Despite delays, the process of forming a new government was hailed as an "unprecedented opportunity for greater peace and stability" in a joint statement from the UN, AU, United States and European Union issued Sunday.

"The conclusion of the transition should mark the beginning of more representative government in Somalia," added the statement, also signed by Norway, Turkey and East Africa's main diplomatic body IGAD, among others.

However, analysts have taken a far gloomier outlook on the process, suggesting it offers little but a reshuffling of positions.

"The current political process has been as undemocratic as the one it seeks to replace, with unprecedented levels of political interference, corruption and intimidation," the International Crisis Group think tank said Monday.

Bitter arguments have begun between challengers for the top posts - divided along Somalia's notoriously fractious clan lines - while many are also reported to oppose the selection of women, who are supposed to hold 30% of parliament seats.

The international statement made clear lawmakers must change their behaviour from the actions of the previous parliament.


"Whilst parliament remains a selected rather than elected body, it is essential that it cuts its ties with the past of self-interest and warlordism," it said.

There was no clear time-frame for when lawmakers would hold key votes by secret ballot to choose a president, a parliament speaker and two deputy speakers.

Sharif, the outgoing president and in power since 2009, is one of the favourites for the top job, though he is a controversial figure with Western observers.

A UN report in July said that under his presidency, "systematic embezzlement, pure and simple misappropriation of funds and theft of public money have become government systems" - claims Sharif has rejected.

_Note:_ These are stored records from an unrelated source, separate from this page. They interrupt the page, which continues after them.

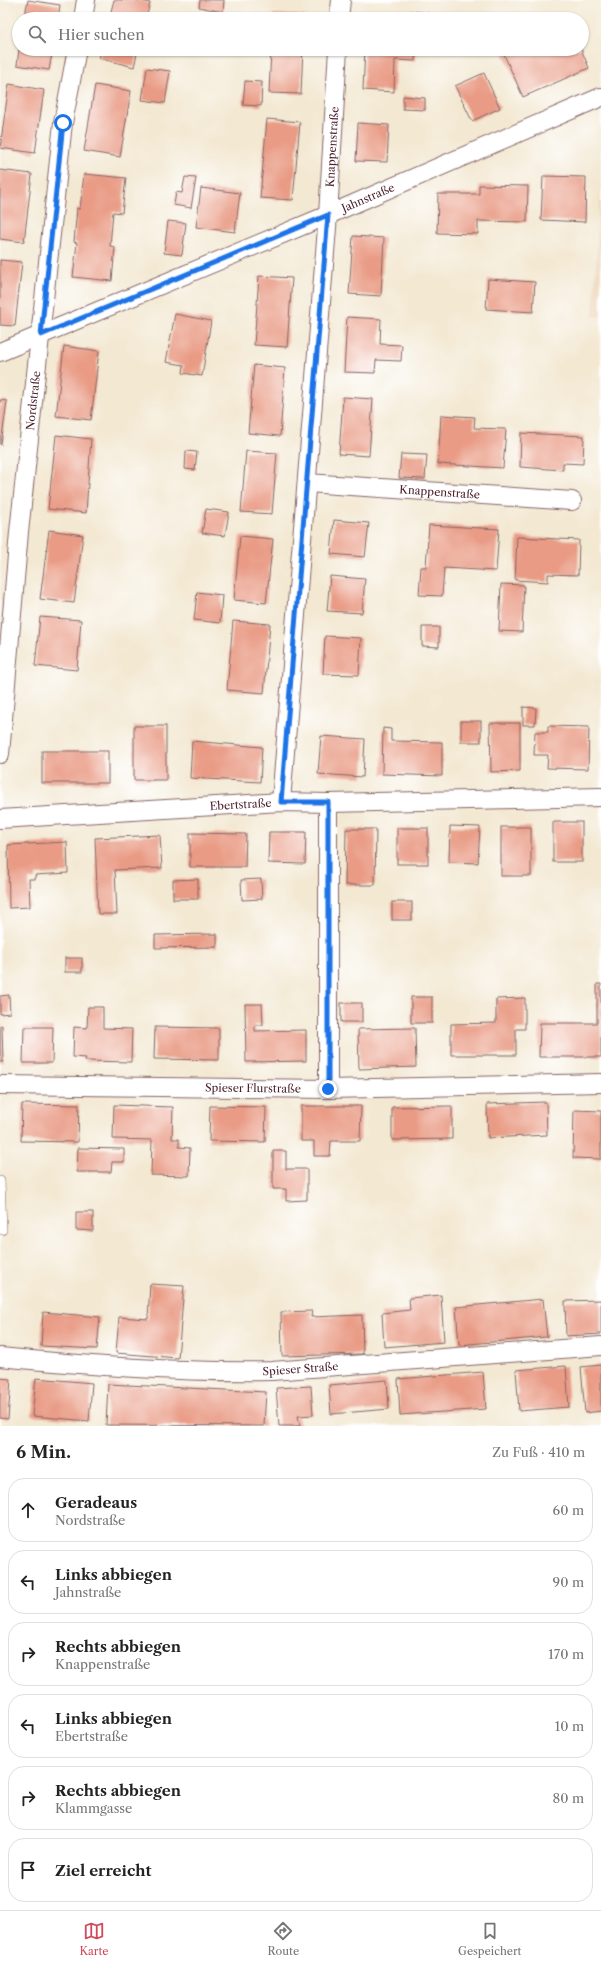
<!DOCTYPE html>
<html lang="de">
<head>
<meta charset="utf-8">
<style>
  :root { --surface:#fff; --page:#f6f6f6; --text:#222; --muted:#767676; --line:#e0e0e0; --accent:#d1495b }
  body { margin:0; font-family:"Libre Caslon Text",serif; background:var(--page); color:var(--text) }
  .stop { position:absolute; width:12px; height:12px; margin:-9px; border:3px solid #1a73e8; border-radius:50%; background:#fff }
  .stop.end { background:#1a73e8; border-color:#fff; box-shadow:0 1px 4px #0008 }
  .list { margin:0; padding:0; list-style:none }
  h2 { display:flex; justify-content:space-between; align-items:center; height:52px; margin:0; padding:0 16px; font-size:17px }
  h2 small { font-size:13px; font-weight:400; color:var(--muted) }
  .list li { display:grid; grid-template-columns:26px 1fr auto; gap:12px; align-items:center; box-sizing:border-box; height:64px; margin:0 8px 8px; padding:0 8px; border:1px solid var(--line); border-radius:16px }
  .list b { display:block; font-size:15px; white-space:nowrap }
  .list p { margin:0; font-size:13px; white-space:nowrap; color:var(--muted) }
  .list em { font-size:13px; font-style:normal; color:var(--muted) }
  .icon { flex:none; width:22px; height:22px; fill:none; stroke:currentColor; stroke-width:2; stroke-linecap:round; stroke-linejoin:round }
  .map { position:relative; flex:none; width:601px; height:1426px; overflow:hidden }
  .search { position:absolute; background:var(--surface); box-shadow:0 1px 3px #0004; left:12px; right:12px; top:12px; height:44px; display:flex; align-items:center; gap:10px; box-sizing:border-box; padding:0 14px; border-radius:22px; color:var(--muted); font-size:15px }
  .sheet { height:484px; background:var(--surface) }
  nav { display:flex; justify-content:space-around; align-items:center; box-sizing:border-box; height:56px; border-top:1px solid var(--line); background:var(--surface); font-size:11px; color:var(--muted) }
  nav a { display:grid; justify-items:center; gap:2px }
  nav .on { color:var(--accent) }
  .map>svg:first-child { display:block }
  .built { fill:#eed7bb }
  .building { fill:#e99b85 }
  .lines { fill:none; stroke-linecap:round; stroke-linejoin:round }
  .service-casing { stroke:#856565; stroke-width:10 }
  .minor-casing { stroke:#856565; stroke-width:20 }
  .service { stroke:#fff; stroke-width:9 }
  .minor { stroke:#fff; stroke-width:18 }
  .route { stroke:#1a73e8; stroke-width:5 }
  .labels { text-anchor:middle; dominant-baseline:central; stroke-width:3; stroke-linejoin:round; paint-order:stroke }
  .street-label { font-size:11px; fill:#4a1f2b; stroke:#fff }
</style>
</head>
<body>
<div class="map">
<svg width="601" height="1426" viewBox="0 0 601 1426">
  <rect width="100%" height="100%" fill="#fff"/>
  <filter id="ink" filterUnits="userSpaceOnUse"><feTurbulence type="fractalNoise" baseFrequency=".025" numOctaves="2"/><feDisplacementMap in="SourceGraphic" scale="8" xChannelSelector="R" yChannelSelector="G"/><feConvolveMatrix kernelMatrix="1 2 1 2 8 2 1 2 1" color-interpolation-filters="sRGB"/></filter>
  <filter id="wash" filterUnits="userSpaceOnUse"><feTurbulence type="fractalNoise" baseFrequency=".012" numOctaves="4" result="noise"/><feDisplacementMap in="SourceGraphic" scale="16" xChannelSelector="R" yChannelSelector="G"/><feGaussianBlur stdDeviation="0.9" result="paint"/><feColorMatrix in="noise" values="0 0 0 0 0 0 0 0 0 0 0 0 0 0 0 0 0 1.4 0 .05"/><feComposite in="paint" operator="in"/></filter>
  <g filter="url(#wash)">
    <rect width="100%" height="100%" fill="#f3e8d2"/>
    <path class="built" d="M601,175v142h-8z"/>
    <g id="blocks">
      <g class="building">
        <path d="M28,0l32,5 -2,14h-34z"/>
        <path d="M114,0h24l12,3 -4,16h-37z"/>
        <path d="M200,0h24l-1,12 -24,-5z"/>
        <path d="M410,11l19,2v6h-19z"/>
        <path d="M273,14l32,2v3h-32z"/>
        <path d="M19,49h34l-4,21 -32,-5z"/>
        <path d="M102,49h36l-4,18 -35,-9z"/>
        <path d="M271,49h32l-2,45 -32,-1z"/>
        <path d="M365,49h51l-1,12 -20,-1 -1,32 -31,-2z"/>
        <path d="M581,49l8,19 -66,29 -21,-47z"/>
        <path d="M147,68l23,3 -5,32 -23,-3z"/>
        <path d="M484,73l16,35 -28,13 -17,-35z"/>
        <path d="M245,81l17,1 -1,24 -18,-1z"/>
        <path d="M9,84l35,6 -9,63 -35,-5z"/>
        <path d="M95,85l36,6 -11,66 -36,-6z"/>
        <path d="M403,96l22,2v12l-22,-1z"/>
        <path d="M267,119l33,3 -7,78 -33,-2z"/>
        <path d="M358,123l31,2 -2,37 -31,-1z"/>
        <path d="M0,170l32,4 -8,68 -24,-3z"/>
        <path d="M84,174l42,4 -4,35 -9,-1 -3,34 5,1 -3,34 -39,-4 4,-34 -3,-1 3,-34 3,1z"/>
        <path d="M543,176l43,1 -1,45 -44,-2z"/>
        <path d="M185,177l11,1 -5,30 -17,-3 2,-13 6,1z"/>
        <path d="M479,185l49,1 -1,36 -49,-1v13l-41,-1 1,-39h41z"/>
        <path d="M201,188l39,5 -5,39 -39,-5z"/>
        <path d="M168,221l18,2 -4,32 -18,-2z"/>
        <path d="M353,236l31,2 -3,58 -32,-2z"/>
        <path d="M0,260l22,2 -7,64 -15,-1z"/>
        <path d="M259,276l33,2 -5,69 -33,-2z"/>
        <path d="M488,279l47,3 -2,30 -47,-3z"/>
        <path d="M175,314l36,7 -9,55 -19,-3 1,-8 -18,-3z"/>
        <path d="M347,317l34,2 -1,25 22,1 -1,16 -25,-1 -1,13 -31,-1z"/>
        <path d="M64,346l35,5 -8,69 -35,-4z"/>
        <path d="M254,365l31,3 -5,68 -32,-3z"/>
        <path d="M343,397l30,2 -4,57 -30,-2z"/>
        <path d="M0,400l7,1 -6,44 -1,-1z"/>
        <path d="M441,415l34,2 -1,11 32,1 -3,39 -65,-4z"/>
        <path d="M521,433l63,3 -1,28 -20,-1v7l-43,-3z"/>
        <path d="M56,435l35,4 -5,74 -38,-4z"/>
        <path d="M186,451l11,1 -2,18 -10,-1z"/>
        <path d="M246,451l31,2 -5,61 -31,-2z"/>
        <path d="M401,454l26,1 -2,24 -26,-1z"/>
        <path d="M206,509l23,3 -4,24 -23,-3z"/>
        <path d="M334,520l35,3 -4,34 -34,-3z"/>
        <path d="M429,525l70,4 -3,42 -52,-3 -2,28 -23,-1 2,-28h5z"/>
        <path d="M49,530l34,5 -9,68 -34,-4z"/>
        <path d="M240,536l33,3 -7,64 -32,-3z"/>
        <path d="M517,537l62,3 -1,35 -30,-1v8l-33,-2z"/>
        <path d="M330,576l35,3 -3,34 -35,-2z"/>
        <path d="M501,584l23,1 -2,47 -23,-1z"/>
        <path d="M197,592l25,3 -2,28 -26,-3z"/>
        <path d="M40,617l41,3 -4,50 -42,-4z"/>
        <path d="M233,621l37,3 -6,69 -37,-3z"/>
        <path d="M422,627h17v20l-17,-1z"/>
        <path d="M325,636l36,2 -2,37 -36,-1z"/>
        <path d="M523,707l13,1 -1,17h-12z"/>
        <rect x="461" y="721" width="20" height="21"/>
        <path d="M490,723h30v48l-29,1z"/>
        <rect x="134" y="726" width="32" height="54"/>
        <path d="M548,726l41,1 -1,42 -41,-1 1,-13h-14l1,-23h13z"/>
        <path d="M383,728l8,1v12l51,1v34l-60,-2z"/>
        <path d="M321,736l44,3 -2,38 -45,-3z"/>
        <path d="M192,741l70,6 -2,35 -70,-4z"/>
        <rect x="42" y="751" width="66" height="32"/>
        <rect x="553" y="822" width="29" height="40"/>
        <path d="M450,826l30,1 -2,36 -29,-1z"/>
        <rect x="501" y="827" width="30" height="49"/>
        <rect x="397" y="828" width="31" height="36"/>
        <path d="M346,829h30l-1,56h-30z"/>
        <path d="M269,832h37l-1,32 -37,-1z"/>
        <path d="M190,833l56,1 -1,33h-55z"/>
        <path d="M160,835l2,33 -47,2 2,44h-19l-3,-76z"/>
        <path d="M67,842l1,31 -33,2v4h-6l1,28 -21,1 -1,-63z"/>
        <path d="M198,879v20h-25v-19z"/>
        <path d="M261,879l1,20 -20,1 -1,-20z"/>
        <rect x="392" y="902" width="20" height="18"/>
        <path d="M217,934v13l-62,1v-13z"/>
        <rect x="65" y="958" width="17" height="14"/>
        <path d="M597,984h4v73h-62l1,-34h57z"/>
        <path d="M9,995l1,18 -10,1v-18z"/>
        <rect x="411" y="997" width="21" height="26"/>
        <path d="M525,998v31h-9v26h-65v-31l45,-1v-24z"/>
        <rect x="341" y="1003" width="21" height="19"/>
        <path d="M245,1004h17l1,21h-8v6l51,-1v31l-60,1z"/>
        <path d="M88,1007h15v21l29,1 -1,33 -46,-1 1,-3 -13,-1 1,-30 13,1z"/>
        <path d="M2,1025l1,37h-3v-36z"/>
        <path d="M24,1027h29l-1,36h-29z"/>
        <path d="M155,1027l64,1v32l-65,-1z"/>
        <path d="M415,1028l1,39 -57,2 -1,-40z"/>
        <path d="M546,1102l1,33 -59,3 -1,-34z"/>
        <path d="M22,1104l57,1 -1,37 -57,-1z"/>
        <path d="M114,1105l59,2 -1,32h7v8l11,1 -1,28 -38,-1 1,-35 -39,-1z"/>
        <path d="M210,1106l56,1 -1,35 -56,-1z"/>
        <path d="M301,1106h60l-1,35h-29l-1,15h-16v-15h-13z"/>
        <path d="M452,1106v33l-60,1v-33z"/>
        <path d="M574,1110l27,1v48l-28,-1z"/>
        <path d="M78,1148l46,1v13h-12l-1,10h-34z"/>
        <path d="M273,1151h13v18h21v31l-21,1v-12h-13z"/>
        <path d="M76,1212h17v19l-17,-1z"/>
        <path d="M150,1284l34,2 -6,72 -62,-5 3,-36 29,2z"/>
        <path d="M441,1295l3,47 -60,5 -2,-34 28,-3 -1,-12z"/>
        <path d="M543,1299l4,38 -88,8 -3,-38z"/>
        <path d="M601,1300v34l-35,2 -1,-35z"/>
        <path d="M312,1311l-1,6 51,-2 1,39 -81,2 -1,-44z"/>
        <path d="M43,1312l57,5 -3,32 -56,-3z"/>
        <path d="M601,1365v46l-16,2 -4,-46z"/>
        <path d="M566,1366l3,41 -50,4 -3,-41z"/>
        <path d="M483,1372l3,37 -86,6 -2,-36z"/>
        <path d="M0,1378l11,1 -3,40 -8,-1z"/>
        <path d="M36,1378l56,5 -3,38 -57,-5z"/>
        <path d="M387,1380l2,29 -58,5 -2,-29z"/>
        <path d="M108,1384l158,8 -2,34 -158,-1z"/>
        <path d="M311,1386l2,29 -15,1 2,10h-21l-3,-38z"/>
      </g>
    </g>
  </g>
  <g filter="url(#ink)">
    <use href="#blocks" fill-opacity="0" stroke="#856565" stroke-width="1"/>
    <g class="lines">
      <defs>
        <path id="service" d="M0,1181l2,49"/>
        <g id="minor">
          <path d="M83,19l3,-19"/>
          <path d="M339,19l2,-19"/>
          <path id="s1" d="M0,352l328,-137 273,-118"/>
          <path id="s2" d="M307,483l265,18"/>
          <path id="s3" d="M0,754l19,-222 44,-409 14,-74"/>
          <path id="s4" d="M281,802l47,-587 10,-166"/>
          <path id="s5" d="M0,819l281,-17 47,1 273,-6"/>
          <path id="s6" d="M0,1085l328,4 273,-6"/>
          <path d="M328,1089v-286"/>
          <path id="s7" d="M0,1357c90,9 181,16 272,14l329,-25"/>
        </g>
      </defs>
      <use href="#service" class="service-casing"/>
      <use href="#minor" class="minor-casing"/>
      <use href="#service" class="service"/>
      <use href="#minor" class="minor"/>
    </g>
  </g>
  <g class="lines" filter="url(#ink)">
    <path class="route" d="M63,123l-22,212 287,-120 -47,587h47v287"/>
  </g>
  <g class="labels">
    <g class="street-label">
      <text stroke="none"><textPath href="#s4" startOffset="657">Knappenstraße</textPath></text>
      <text stroke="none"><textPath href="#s1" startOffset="399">Jahnstraße</textPath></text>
      <text stroke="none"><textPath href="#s3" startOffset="355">Nordstraße</textPath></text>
      <text stroke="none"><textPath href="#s2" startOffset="133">Knappenstraße</textPath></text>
      <text stroke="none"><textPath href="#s5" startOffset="241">Ebertstraße</textPath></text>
      <text stroke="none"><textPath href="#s6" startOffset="253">Spieser Flurstraße</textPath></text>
      <text stroke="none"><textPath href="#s7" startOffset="301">Spieser Straße</textPath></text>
    </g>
  </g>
</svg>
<div class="stop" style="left:63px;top:123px"></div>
<div class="stop end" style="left:328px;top:1089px"></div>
<div class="search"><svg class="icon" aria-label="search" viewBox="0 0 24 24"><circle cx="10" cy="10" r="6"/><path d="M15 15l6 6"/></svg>Hier suchen</div>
</div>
<section class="sheet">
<h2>6 Min.<small>Zu Fuß · 410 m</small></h2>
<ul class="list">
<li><svg class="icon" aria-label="ahead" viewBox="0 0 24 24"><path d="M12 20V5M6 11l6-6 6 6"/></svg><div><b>Geradeaus</b><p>Nordstraße</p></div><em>60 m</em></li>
<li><svg class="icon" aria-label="left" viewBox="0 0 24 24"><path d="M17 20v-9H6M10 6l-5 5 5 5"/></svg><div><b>Links abbiegen</b><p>Jahnstraße</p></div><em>90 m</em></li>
<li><svg class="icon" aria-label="right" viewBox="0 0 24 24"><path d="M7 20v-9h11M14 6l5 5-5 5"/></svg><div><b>Rechts abbiegen</b><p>Knappenstraße</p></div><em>170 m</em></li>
<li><svg class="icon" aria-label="left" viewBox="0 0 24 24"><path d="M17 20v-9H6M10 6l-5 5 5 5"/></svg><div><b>Links abbiegen</b><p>Ebertstraße</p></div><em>10 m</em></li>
<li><svg class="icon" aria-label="right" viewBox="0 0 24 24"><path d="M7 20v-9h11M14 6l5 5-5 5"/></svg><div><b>Rechts abbiegen</b><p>Klammgasse</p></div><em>80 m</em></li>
<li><svg class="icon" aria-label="arrive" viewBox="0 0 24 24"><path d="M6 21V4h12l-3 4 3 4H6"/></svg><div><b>Ziel erreicht</b></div></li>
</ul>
</section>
<nav>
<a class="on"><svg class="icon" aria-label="map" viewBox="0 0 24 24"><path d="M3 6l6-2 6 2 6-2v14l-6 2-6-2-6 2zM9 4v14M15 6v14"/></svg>Karte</a>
<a><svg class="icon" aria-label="directions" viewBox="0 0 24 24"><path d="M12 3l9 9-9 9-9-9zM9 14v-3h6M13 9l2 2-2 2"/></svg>Route</a>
<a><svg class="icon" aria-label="saved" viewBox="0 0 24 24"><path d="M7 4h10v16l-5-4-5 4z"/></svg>Gespeichert</a>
</nav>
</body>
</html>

Many candidates - over a dozen, according to diplomats - are expected to run for the presidency, including Prime Minister Abdiweli Mohamed Ali and the outgoing parliament speaker Sharif Hassan Sheikh Adan.

Despite the new parliament convening at the airport, massive steps forward have been made recently in Somalia, with greatly improved security in the capital.

A military advance by AU, Somali and Ethiopian troops has driven the Shabaab insurgents from a string of key bases in recent months, but fighters have also staged a string of guerilla attacks.